Thesis Statement Guide: Sample Outline
Use the outline below, which is based on the five–paragraph essay model, when drafting a plan for your own essay. This is meant as a guide only, so we encourage you to revise it in a way that works best for you.
Start your introduction with an interesting "hook" to reel your reader in. An introduction can begin with a rhetorical question, a quotation, an anecdote, a concession, an interesting fact, or a question that will be answered in your paper. The idea is to begin broadly and gradually bring the reader closer to the main idea of the paper. At the end of the introduction, you will present your thesis statement. The thesis statement model used in this example is a thesis with reasons.
Even though television can be educational , parents should regulate the amount of television their children watch because it shortens children's attention spans, it inhibits social interaction, and it is not always intellectually stimulating
First, parents should regulate the amount of television their children watch because it shortens children's attention spans.
Notice that this Assertion is the first reason presented in the thesis statement.

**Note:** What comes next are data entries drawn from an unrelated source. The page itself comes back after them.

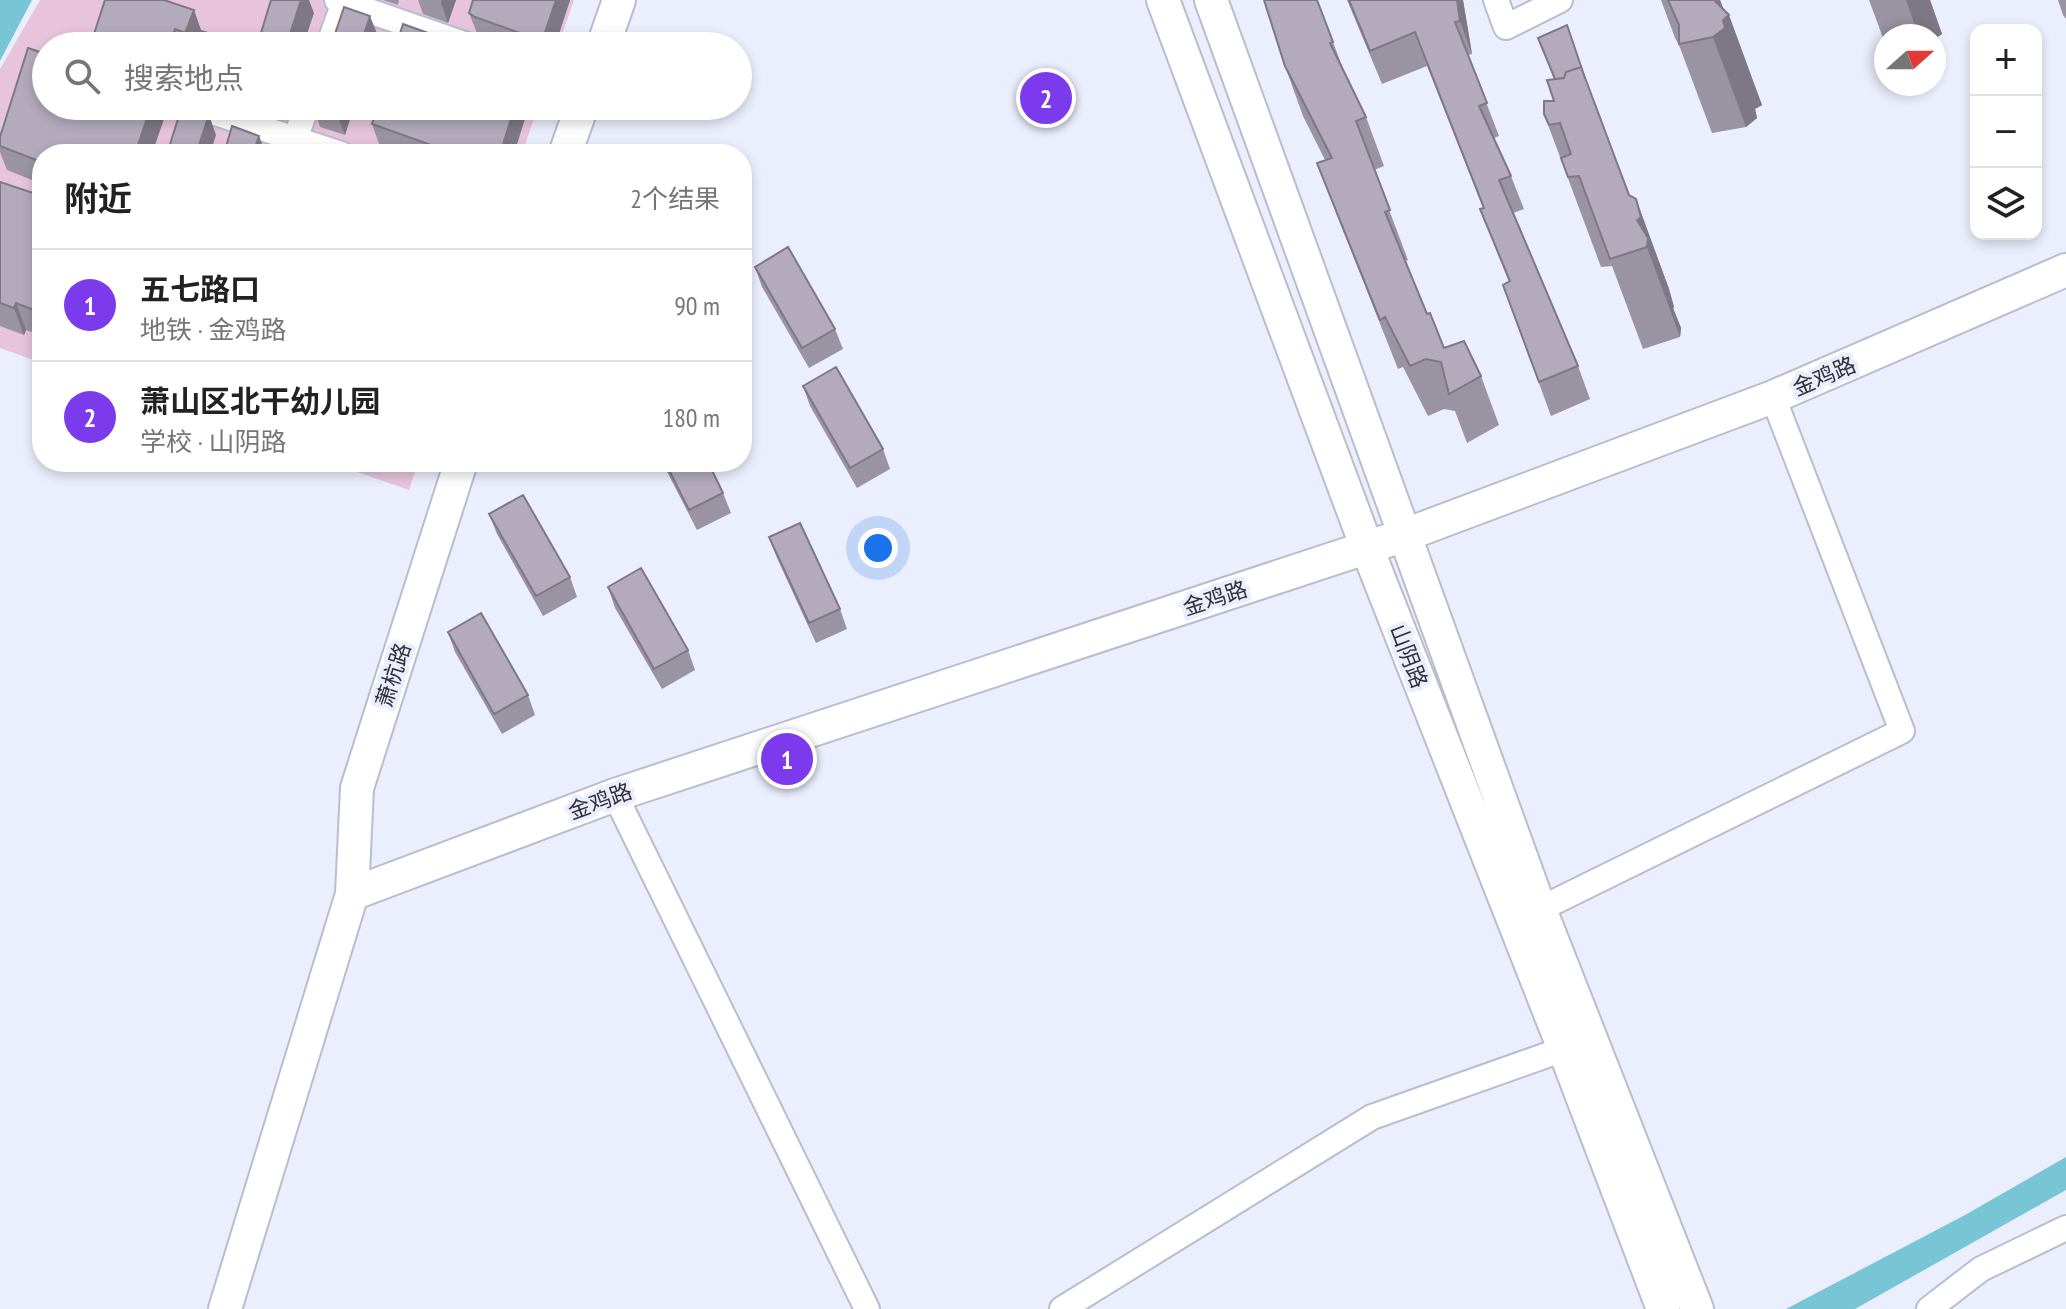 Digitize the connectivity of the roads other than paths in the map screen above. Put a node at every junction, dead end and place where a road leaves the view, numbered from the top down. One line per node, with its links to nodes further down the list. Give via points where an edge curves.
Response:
1 (619, 0): 9 (main road)
2 (1163, 0): 20 (main road, 山阴路)
3 (1211, 0): 19 (main road, 山阴路)
4 (1496, 0): 5 (street, via 1506,27)
5 (1560, 0)
6 (342, 1): 7 (street); 8 (street)
7 (332, 32)
8 (430, 32)
9 (608, 32)
10 (229, 120): 13 (street)
11 (302, 120): 14 (street)
12 (577, 120): 15 (main road)
13 (288, 144)
14 (294, 144)
15 (569, 144)
16 (2066, 270): 17 (main road, 金鸡路)
17 (1773, 397): 19 (main road, 金鸡路); 23 (street, via 1902,731)
18 (458, 472): 22 (main road, 萧杭路, via 357,788)
19 (1405, 535): 20 (main road, 金鸡路); 23 (main road, 山阴路)
20 (1367, 548): 21 (main road, 金鸡路); 24 (main road, 山阴路)
21 (615, 795): 22 (main road, 金鸡路); 29 (street)
22 (352, 894): 27 (main road, via 317,944); 28 (main road, 萧杭路)
23 (1540, 909): 26 (main road, 山阴路)
24 (1564, 1049): 26 (main road, 山阴路); 30 (street, via 1372,1117)
25 (2066, 1228): 31 (street, via 1981,1269)
26 (1679, 1306)
27 (204, 1309)
28 (225, 1309)
29 (867, 1309)
30 (1062, 1309)
31 (1929, 1309)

Remember that the thesis statement is a kind of "mapping tool" that helps you organize your ideas, and it helps your reader follow your argument. In this body paragraph, after the Assertion, include any evidence–a quotation, statistic, data–that supports this first point. Explain what the evidence means. Show the reader how this entire paragraph connects back to the thesis statement.
Additionally, it inhibits social interaction.
The first sentence of the second body paragraph should reflect an even stronger Assertion to support the thesis statement. Generally, the second point listed in the thesis statement should be developed here. Like with the previous paragraph, include any evidence–a quotation, statistic, data–that supports this point after the Assertion. Explain what the evidence means. Show the reader how this entire paragraph connects back to the thesis statement.
Finally, the most important reason parents should regulate the amount of television their children watch is it is not always intellectually stimulating.
Your strongest point should be revealed in the final body paragraph. Also, if it's appropriate, you can address and refute any opposing viewpoints to your thesis statement here. As always, include evidence–a quotation, statistic, data–that supports your strongest point. Explain what the evidence means. Show the reader how this entire paragraph connects back to the thesis statement.
Indeed, while television can be educational, parents should regulate the amount of television their children watch.
Rephrase your thesis statement in the first sentence of the conclusion. Instead of summarizing the points you just made, synthesize them. Show the reader how everything fits together. While you don't want to present new material here, you can echo the introduction, ask the reader questions, look to the future, or challenge your reader.
Remember: This outline is based on the five–paragraph model. Expand or condense it according to your particular assignment or the size of your opinion/main idea. Again, use the Thesis Statement Guide as many times as you like, until you reach a thesis statement and outline that works for you.